*Work request*:
All entries below are to be set down again, identical to the source.

*Record set*:
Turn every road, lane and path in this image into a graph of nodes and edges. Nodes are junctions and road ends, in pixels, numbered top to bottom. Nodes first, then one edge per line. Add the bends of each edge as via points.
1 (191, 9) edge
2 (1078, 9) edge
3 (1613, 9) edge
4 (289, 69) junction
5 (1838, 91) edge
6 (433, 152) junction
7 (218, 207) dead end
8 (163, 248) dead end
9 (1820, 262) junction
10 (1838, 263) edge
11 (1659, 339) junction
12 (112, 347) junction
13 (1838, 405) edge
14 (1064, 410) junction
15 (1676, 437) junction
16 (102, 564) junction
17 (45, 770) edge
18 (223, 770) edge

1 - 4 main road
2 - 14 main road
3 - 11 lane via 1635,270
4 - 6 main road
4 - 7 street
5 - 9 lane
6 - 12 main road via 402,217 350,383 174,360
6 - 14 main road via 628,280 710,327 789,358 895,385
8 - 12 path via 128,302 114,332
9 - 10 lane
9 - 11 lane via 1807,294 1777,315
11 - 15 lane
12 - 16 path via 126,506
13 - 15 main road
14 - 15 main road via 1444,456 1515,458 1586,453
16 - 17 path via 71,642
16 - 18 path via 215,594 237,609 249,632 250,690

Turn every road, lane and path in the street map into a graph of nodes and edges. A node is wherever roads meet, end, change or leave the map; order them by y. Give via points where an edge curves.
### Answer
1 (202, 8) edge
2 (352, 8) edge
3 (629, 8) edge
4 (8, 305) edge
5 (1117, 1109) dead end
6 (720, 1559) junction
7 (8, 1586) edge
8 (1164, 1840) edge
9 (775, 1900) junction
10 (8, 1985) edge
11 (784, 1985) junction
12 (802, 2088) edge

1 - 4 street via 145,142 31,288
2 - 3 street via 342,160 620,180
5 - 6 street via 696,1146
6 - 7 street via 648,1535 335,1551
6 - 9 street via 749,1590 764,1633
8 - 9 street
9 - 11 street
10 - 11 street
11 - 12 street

*Exercise answer*:
Turn every road, lane and path in this image into a graph of nodes and edges. Nodes are junctions and road ends, in pixels, numbered top to bottom. Nodes first, then one edge per line. Add the bends of each edge as via points.
1 (191, 9) edge
2 (1078, 9) edge
3 (1613, 9) edge
4 (289, 69) junction
5 (1838, 91) edge
6 (433, 152) junction
7 (218, 207) dead end
8 (163, 248) dead end
9 (1820, 262) junction
10 (1838, 263) edge
11 (1659, 339) junction
12 (112, 347) junction
13 (1838, 405) edge
14 (1064, 410) junction
15 (1676, 437) junction
16 (102, 564) junction
17 (45, 770) edge
18 (223, 770) edge

1 - 4 main road
2 - 14 main road
3 - 11 lane via 1635,270
4 - 6 main road
4 - 7 street
5 - 9 lane
6 - 12 main road via 402,217 350,383 174,360
6 - 14 main road via 628,280 710,327 789,358 895,385
8 - 12 path via 128,302 114,332
9 - 10 lane
9 - 11 lane via 1807,294 1777,315
11 - 15 lane
12 - 16 path via 126,506
13 - 15 main road
14 - 15 main road via 1444,456 1515,458 1586,453
16 - 17 path via 71,642
16 - 18 path via 215,594 237,609 249,632 250,690

Turn every road, lane and path in the street map into a graph of nodes and edges. A node is wherever roads meet, end, change or leave the map; order them by y. Give via points where an edge curves.
### Answer
1 (202, 8) edge
2 (352, 8) edge
3 (629, 8) edge
4 (8, 305) edge
5 (1117, 1109) dead end
6 (720, 1559) junction
7 (8, 1586) edge
8 (1164, 1840) edge
9 (775, 1900) junction
10 (8, 1985) edge
11 (784, 1985) junction
12 (802, 2088) edge

1 - 4 street via 145,142 31,288
2 - 3 street via 342,160 620,180
5 - 6 street via 696,1146
6 - 7 street via 648,1535 335,1551
6 - 9 street via 749,1590 764,1633
8 - 9 street
9 - 11 street
10 - 11 street
11 - 12 street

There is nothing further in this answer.